But, bashing you is so much fun! Hehe. So, ask questions instead, hmm....? What kinds of questions? How about... "What's your idea of a perfect date?" Lol. Okay, no question ideas. :p Wow, I think I'm even goofier tonight. Lack of sleep does that to me.

I seriously need to go pack. And then sleep.
 
J

Jullianna

Guest
#38
I keep seeing the word "pursue" in so many threads. Why does anyone have to chase after anyone, male or female? I don't chase men and I don't like it if they chase me. The best relationships are more comfortable than that. Give and take. This leads to the sort of trust that allows true intimacy in a relationship. It's just as true with men/women relationships as it is with our God relationship, you know?

I've been blessed to have had several very loving relationships in my life (that didn't work out for reasons that were no one's fault...just circumstances). Every single one of them bloomed from being friends with someone for a time first. They didn't start from physical attraction...how much money a guy made...whether one of us was better/stronger/had a better job, etc.... They came from watching how the guy acted around other guys....was he respectful to women...did I see him cheat on the girls he dated...did he have a strong bond with his family/friends....did he walk the walk of faith or was he a pew sitter...how did he react with children....and, most importantly, did he like dogs???? ;) These are things you learn from being friends first because it's easy for people to fake these things in the first stages of a relationship (and I so agreed with you about long engagements, sir....because these things can only be hidden for short periods of time).
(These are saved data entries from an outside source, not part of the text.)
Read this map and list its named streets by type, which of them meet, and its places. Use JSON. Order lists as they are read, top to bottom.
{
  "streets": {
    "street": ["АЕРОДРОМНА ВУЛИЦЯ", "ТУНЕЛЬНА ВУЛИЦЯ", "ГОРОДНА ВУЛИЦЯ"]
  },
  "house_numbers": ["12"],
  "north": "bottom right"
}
I know I joke around alot on here, but real love is out there. It's worth waiting for.
 
S

sandstorm7

Guest
#39
I'm pretty impressed with myself for reading the majority of this thread... most likely due to my insane boredom at work haha

I'm going to have to agree with what some others have said to you about this. I think you need to focus more on YOURSELF and not on the women that you have had some bad experiences with in the past. Use this time of being single to work on yourself- God's will for you, what you can change, core qualities you want to see in a woman. Use this time to your advantage, stop looking into the past. Instead of talking about how badly women have distorted your views on relationships, start using those experiences as examples. Learn from them. That's what the past is there for. Maybe God is working in your life and pushing you to change certain things. You are NOT going to find the woman you want with the kind of attitude you've been having.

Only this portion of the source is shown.